I throw my arms around him "oh Stiles" how could anyone do that to him, this beautiful, precious boy. He melts into my touch crying violently "I've got you kid, no one will ever touch you like that again I promise, I will always protect you Stiles" he does no more then whimper. I pick him up and wait for him to argue but he doesn't. God he looks so broken, I make my way back to my room with him in my arms.

I place him on my bed, he looks up at me eyes red from crying and I point to his jeans "can I?" I ask nervously not knowing how to approach this "sleeping in jeans isn't comfortable, that's all." He thinks about it for a minute before nodding and hiding his face. I wish he knew how beautiful he is.

I gently slide his jeans off his legs, god every part of him is stunning, his legs are toned and muscular just like his torso which I never expected from him.
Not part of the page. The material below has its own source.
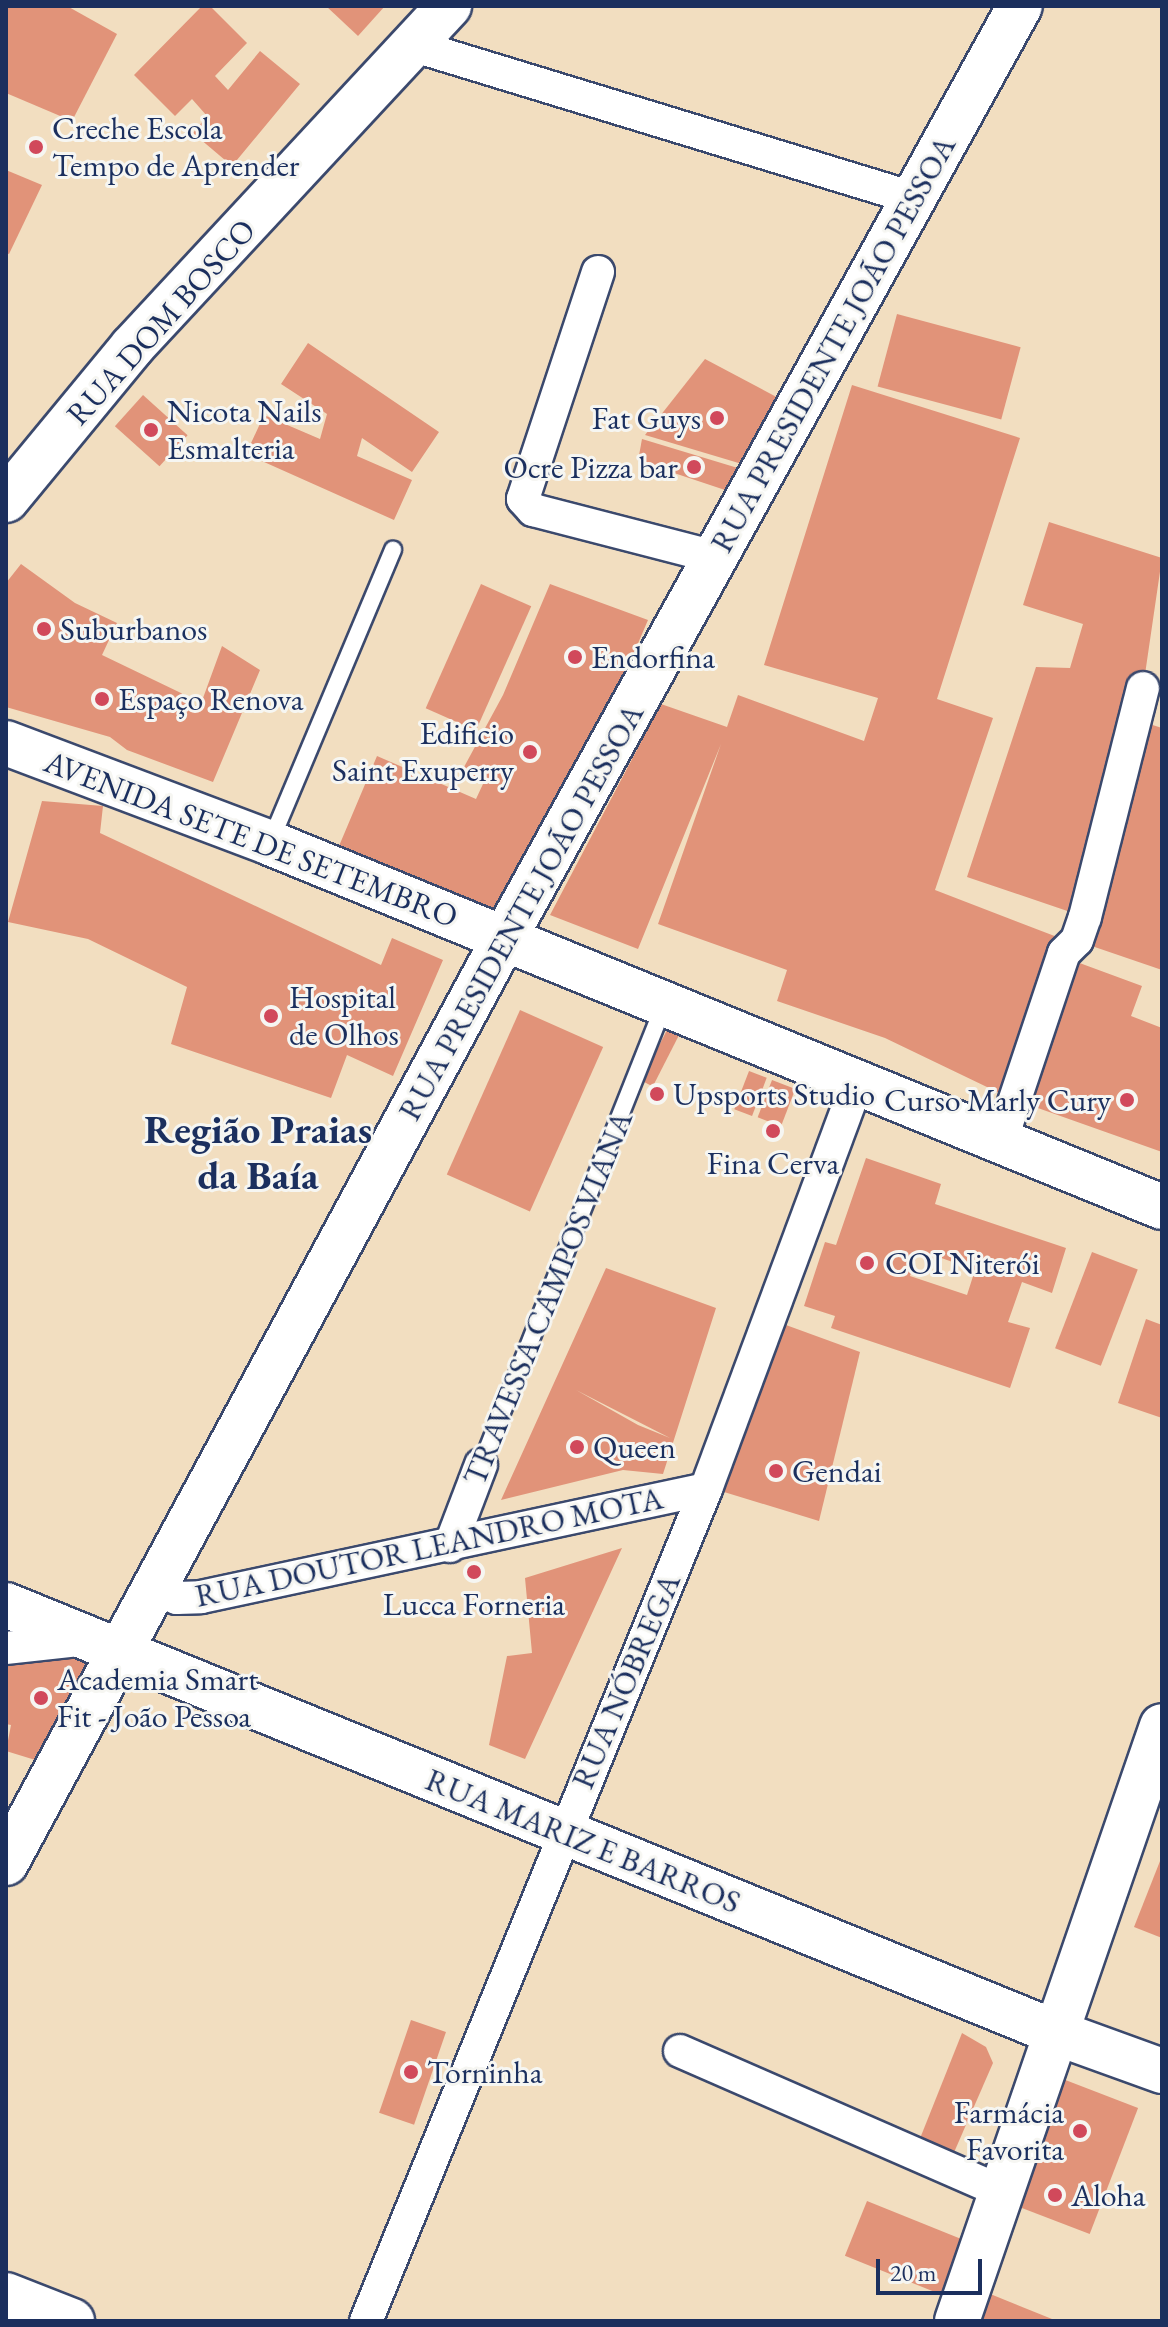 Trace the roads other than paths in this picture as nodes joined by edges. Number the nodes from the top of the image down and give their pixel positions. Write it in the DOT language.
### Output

But damn is he gorgeous. I shouldn't be looking damn Derek control yourself. He's not even your friend. I pull the covers over him.

I go to leave the room so he can rest it's late after all "where are you going" his voice just as broken as before "the couch" I respond no emotion clear in my voice. "Stay... please" he pleads I know I should say no but how can I when he looks so broken. I slowly walk over to the empty side of the bed and slide my jeans and shirt off and gently climb under the covers next to him leaving a large distance between us. He slides himself closer to me and rests his head on my chest.

"Thanks der" he mutters before I hear his breathing slow. God I can't deal with him. This is too much. Screw it I think as I gently wrap my arms around him pulling our bodies closer as I feel sleep envelop me.